About 15-20 observational studies indicate that vitamin D status is inversely related to diabetes, according to Anastassios G. Pittas, MD, assistant professor of medicine and endocrinology at Tufts-New England Medical Center in Boston. Vitamin D and calcium supplementation seem to affect insulin sensitivity, he said.

In addition, vitamin D may have anti-inflammatory and antiproliferative effects. According to David Feldman, MD, professor of medicine and endocrinology at Stanford University School of Medicine, vitamin D may be protective against nearly all cancers. Most research to date has focused on the relationship of vitamin D to prostate, breast and colon cancer, but many cells have the ability to make their own calcitrial from circulating vitamin D.

Giving patients combination therapy of vitamin D and an anti-inflammatory drug is now being studied in prostate cancer and "looks hopeful in delaying progression of the disease," he said. "Combination therapy is probably going to be key."

Although many questions remain about optimal doses, Dr.
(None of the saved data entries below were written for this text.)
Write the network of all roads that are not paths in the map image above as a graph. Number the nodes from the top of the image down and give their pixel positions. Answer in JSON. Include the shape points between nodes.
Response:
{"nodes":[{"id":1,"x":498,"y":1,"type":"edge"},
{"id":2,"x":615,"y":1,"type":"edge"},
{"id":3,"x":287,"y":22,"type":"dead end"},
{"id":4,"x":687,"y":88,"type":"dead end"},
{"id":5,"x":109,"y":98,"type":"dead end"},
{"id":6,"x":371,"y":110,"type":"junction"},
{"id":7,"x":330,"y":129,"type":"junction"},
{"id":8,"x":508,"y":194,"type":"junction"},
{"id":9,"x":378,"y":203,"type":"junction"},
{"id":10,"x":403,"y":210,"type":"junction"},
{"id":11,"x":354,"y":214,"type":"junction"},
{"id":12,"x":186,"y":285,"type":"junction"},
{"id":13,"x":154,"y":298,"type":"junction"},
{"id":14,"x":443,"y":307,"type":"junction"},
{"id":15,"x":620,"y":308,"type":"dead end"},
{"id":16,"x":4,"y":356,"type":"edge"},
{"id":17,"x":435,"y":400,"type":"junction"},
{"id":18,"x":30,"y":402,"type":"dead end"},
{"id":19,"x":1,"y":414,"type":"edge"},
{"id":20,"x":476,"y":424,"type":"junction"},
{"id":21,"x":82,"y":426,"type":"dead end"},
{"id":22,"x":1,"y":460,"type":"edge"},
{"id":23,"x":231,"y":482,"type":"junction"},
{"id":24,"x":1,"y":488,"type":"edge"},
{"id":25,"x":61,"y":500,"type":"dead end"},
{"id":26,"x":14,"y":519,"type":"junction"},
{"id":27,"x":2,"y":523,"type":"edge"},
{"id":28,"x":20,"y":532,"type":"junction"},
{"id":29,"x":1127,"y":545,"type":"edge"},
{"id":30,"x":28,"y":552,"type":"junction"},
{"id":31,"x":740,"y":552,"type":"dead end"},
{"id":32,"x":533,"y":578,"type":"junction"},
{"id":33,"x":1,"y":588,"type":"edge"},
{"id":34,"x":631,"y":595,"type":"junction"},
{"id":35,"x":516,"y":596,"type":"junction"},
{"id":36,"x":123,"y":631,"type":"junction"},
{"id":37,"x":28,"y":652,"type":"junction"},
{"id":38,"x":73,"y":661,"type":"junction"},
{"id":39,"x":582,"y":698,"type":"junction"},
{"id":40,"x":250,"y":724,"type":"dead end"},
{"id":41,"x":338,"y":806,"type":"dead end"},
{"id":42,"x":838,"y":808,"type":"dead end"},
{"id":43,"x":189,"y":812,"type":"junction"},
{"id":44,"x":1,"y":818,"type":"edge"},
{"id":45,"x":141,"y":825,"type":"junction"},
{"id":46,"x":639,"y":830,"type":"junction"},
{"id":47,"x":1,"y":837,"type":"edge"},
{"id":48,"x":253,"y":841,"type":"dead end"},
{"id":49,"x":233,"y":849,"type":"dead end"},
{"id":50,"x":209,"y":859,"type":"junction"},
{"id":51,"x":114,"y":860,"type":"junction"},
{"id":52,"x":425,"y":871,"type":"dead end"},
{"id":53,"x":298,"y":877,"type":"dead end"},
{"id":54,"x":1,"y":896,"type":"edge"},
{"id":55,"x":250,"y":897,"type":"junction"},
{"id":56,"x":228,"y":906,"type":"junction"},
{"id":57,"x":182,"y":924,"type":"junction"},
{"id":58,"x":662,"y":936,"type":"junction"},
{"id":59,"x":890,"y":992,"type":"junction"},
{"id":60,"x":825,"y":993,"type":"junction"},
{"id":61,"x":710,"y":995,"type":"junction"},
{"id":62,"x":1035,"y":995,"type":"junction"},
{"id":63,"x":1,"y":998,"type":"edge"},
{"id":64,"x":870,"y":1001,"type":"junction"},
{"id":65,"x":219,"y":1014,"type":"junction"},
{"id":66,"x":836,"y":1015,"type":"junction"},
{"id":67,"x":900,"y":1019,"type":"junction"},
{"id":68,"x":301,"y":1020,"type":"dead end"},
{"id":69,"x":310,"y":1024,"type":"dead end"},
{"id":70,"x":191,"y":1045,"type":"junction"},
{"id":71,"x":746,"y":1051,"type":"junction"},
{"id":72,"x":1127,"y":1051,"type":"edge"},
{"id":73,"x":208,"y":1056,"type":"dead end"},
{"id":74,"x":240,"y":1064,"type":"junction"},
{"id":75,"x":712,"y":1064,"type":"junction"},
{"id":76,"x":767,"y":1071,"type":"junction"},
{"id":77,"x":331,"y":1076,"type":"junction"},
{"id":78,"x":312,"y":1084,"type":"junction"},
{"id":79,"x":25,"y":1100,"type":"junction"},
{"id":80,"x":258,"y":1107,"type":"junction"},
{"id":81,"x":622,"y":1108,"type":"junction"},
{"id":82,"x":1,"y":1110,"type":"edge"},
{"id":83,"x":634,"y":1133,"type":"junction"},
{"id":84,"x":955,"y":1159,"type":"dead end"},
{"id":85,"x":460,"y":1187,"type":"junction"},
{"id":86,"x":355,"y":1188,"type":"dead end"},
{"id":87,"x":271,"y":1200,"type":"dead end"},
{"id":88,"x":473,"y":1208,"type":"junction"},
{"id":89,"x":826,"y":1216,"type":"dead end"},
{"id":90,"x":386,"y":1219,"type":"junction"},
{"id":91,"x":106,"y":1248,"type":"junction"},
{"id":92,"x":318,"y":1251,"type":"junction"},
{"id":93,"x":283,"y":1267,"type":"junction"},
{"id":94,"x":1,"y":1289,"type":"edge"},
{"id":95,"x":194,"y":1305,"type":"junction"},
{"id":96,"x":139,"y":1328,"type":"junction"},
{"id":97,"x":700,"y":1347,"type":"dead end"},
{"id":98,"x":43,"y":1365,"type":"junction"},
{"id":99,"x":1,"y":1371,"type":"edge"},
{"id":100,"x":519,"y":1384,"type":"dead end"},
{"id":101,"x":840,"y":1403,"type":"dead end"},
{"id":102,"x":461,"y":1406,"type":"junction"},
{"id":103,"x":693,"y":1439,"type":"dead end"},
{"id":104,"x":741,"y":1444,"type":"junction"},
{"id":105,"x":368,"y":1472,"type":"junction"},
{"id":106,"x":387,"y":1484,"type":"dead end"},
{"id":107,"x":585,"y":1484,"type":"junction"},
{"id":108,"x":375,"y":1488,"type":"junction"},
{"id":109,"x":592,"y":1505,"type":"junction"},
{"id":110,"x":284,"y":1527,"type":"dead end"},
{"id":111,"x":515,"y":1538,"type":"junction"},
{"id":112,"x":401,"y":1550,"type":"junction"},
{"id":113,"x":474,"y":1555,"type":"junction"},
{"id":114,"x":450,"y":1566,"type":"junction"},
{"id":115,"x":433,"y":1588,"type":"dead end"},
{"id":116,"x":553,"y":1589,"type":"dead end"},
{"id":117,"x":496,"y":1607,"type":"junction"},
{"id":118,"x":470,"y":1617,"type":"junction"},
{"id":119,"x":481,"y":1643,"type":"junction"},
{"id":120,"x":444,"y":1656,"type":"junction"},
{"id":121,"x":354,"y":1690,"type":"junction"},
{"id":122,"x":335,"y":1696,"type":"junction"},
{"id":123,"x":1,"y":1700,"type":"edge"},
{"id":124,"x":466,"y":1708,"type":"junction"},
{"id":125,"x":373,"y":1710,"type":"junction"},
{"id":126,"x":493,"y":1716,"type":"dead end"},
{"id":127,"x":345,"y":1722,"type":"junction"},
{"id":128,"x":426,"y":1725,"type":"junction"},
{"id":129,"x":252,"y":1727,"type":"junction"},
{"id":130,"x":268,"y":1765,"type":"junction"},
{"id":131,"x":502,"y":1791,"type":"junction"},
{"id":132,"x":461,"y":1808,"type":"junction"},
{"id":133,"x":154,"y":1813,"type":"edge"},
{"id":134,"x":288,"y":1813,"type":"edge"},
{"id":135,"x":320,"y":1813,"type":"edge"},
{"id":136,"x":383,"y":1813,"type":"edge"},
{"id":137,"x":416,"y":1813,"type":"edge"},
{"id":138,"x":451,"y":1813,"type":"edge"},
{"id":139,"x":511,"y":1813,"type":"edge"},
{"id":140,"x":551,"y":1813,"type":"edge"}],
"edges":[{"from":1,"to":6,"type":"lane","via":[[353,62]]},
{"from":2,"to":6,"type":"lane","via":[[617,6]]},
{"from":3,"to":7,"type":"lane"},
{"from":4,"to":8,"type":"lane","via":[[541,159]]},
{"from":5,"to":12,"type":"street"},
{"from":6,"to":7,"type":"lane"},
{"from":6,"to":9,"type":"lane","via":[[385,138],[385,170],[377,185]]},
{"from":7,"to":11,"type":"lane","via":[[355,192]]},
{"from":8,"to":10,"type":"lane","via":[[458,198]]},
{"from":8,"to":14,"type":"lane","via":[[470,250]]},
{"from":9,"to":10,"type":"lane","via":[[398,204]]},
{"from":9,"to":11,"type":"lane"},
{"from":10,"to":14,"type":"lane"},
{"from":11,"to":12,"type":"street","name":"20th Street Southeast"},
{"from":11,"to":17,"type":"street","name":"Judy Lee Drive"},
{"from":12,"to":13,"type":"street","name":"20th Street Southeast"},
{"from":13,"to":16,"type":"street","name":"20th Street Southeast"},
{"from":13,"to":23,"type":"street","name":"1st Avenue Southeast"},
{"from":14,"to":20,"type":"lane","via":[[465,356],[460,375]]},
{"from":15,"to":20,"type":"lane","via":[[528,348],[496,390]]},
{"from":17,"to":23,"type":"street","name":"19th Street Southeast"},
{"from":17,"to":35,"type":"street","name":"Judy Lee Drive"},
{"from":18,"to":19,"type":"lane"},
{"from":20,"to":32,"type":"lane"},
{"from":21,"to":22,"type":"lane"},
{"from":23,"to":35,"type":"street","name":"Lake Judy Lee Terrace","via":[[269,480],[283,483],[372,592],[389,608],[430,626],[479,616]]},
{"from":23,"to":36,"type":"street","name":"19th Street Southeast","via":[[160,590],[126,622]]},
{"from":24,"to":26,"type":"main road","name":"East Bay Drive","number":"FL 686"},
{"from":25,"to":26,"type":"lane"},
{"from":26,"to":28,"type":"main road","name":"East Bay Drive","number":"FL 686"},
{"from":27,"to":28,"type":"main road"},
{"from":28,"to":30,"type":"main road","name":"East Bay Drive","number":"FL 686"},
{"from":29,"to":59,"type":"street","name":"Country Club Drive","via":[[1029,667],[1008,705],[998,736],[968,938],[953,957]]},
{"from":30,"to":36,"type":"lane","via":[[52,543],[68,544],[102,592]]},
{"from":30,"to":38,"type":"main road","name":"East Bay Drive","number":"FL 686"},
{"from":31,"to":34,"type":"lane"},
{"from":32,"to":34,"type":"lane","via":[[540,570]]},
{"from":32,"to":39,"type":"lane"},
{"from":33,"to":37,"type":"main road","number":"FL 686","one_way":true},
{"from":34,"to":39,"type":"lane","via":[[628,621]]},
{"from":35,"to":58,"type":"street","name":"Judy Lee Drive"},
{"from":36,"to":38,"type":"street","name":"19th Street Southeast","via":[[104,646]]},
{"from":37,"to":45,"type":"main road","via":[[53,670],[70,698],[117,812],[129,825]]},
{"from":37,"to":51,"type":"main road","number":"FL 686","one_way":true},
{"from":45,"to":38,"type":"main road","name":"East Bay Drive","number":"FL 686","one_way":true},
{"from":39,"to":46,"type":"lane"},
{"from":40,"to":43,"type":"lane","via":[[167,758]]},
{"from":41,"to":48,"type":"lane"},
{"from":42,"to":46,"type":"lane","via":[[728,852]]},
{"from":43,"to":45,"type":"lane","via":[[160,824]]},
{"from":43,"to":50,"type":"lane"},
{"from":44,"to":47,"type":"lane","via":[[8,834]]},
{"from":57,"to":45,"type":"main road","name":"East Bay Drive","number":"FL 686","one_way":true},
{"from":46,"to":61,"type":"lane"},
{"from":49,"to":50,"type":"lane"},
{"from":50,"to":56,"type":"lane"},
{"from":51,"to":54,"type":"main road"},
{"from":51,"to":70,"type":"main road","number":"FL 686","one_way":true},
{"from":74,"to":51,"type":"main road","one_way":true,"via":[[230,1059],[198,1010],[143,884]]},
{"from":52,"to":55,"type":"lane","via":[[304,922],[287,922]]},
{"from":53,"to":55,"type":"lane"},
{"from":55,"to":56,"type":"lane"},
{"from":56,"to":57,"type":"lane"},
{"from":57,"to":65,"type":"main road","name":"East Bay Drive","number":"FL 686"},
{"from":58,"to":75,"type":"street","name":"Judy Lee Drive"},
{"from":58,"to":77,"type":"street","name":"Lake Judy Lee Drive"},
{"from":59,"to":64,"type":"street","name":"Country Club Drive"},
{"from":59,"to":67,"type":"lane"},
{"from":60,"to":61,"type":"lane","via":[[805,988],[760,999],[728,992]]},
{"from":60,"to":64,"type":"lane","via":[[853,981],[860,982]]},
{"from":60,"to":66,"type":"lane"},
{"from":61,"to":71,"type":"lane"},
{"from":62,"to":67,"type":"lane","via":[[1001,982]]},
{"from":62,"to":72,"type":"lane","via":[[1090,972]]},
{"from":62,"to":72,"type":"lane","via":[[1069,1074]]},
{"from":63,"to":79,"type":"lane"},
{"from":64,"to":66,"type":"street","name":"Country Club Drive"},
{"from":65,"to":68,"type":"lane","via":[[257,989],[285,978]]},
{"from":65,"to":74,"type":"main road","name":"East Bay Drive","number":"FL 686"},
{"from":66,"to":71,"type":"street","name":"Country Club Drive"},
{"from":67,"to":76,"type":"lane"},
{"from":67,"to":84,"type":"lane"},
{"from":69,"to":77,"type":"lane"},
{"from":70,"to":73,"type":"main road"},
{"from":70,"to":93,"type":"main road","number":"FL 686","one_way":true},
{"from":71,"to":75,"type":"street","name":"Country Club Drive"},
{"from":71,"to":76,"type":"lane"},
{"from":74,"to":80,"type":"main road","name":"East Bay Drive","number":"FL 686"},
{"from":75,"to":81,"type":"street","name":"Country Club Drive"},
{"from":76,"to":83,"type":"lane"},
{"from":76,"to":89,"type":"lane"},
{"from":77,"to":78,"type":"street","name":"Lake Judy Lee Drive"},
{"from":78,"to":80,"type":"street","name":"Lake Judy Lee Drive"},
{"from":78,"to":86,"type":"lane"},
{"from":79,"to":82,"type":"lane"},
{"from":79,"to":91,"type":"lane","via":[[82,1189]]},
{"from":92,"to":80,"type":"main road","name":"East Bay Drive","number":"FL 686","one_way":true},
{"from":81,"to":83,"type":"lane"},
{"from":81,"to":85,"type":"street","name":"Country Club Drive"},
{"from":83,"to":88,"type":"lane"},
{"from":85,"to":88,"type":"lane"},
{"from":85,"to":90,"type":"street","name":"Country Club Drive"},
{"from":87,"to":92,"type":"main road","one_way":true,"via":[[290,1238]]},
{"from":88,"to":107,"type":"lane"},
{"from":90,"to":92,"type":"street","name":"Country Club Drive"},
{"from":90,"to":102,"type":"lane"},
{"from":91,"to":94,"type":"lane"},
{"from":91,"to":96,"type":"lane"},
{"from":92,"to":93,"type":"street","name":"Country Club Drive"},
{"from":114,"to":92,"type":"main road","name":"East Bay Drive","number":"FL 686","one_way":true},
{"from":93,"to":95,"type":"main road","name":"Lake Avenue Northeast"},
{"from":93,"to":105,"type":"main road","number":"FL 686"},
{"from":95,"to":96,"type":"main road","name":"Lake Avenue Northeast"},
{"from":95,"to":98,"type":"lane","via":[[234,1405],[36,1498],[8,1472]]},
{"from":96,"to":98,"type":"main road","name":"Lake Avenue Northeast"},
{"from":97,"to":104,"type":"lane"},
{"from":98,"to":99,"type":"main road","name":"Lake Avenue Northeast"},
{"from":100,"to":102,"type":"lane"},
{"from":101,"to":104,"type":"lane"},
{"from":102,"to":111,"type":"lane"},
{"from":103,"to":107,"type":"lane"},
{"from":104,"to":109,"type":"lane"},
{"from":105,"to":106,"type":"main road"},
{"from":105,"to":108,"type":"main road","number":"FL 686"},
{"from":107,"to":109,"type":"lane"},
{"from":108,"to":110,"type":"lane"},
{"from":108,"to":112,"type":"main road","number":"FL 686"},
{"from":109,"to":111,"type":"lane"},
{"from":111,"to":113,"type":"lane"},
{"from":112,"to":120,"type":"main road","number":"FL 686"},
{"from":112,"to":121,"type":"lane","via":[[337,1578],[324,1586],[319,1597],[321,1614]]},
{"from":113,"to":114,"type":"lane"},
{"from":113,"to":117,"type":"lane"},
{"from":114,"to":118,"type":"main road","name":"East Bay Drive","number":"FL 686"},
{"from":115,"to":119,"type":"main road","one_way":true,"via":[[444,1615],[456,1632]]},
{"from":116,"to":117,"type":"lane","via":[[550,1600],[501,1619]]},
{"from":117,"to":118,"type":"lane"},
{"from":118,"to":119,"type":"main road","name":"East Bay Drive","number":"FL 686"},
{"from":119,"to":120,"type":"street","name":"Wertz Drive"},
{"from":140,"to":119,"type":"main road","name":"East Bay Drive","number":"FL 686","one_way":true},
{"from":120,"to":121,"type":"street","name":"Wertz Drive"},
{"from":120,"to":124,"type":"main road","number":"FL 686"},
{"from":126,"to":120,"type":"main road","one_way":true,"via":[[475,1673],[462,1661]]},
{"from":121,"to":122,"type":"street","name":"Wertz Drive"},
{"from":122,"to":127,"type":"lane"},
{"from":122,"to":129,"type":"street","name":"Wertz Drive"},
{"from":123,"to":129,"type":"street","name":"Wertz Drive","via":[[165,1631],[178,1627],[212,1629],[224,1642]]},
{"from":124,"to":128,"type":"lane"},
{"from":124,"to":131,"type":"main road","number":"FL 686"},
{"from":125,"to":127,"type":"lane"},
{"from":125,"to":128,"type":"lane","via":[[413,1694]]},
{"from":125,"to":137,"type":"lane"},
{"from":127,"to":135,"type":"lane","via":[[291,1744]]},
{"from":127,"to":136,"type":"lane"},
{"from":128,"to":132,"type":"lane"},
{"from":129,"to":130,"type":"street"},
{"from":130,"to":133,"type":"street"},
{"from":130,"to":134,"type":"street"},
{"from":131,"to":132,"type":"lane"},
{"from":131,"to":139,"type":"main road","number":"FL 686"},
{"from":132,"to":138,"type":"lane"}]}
Pittas said, if everybody were to take " 1,000 to 2,000 units of vitamin D daily, there would be benefit with low risk for harm” The U.S. and Canadian recommended daily allowance currently is 200 units for people up to age 50, 400 units for people age 51-70 and 600 units for people older than 71.

Dr. Bikle added that vitamin D insufficiency is not difficult to treat with supplements. The problem is how to give patients enough vitamin D to make a difference in raising blood levels of 25 hydroxy d. To raise blood levels by 1 ng/mL, he said, a patient needs to consume 100 units of vitamin D3 (cholecalciferol).

The only supplement available in a large dose amount, however, is vitamin D2 (ergocalciferol), which is cleared by the body much faster than vitamin D3. As a result, Dr. Bikle recommended giving such patients D2 for six to eight weeks until the levels of hydroxy d increase significantly, and then 2,000 units a day of vitamin D3 from supplements, sunlight and foods, such as dairy and cold water fish or fish oil.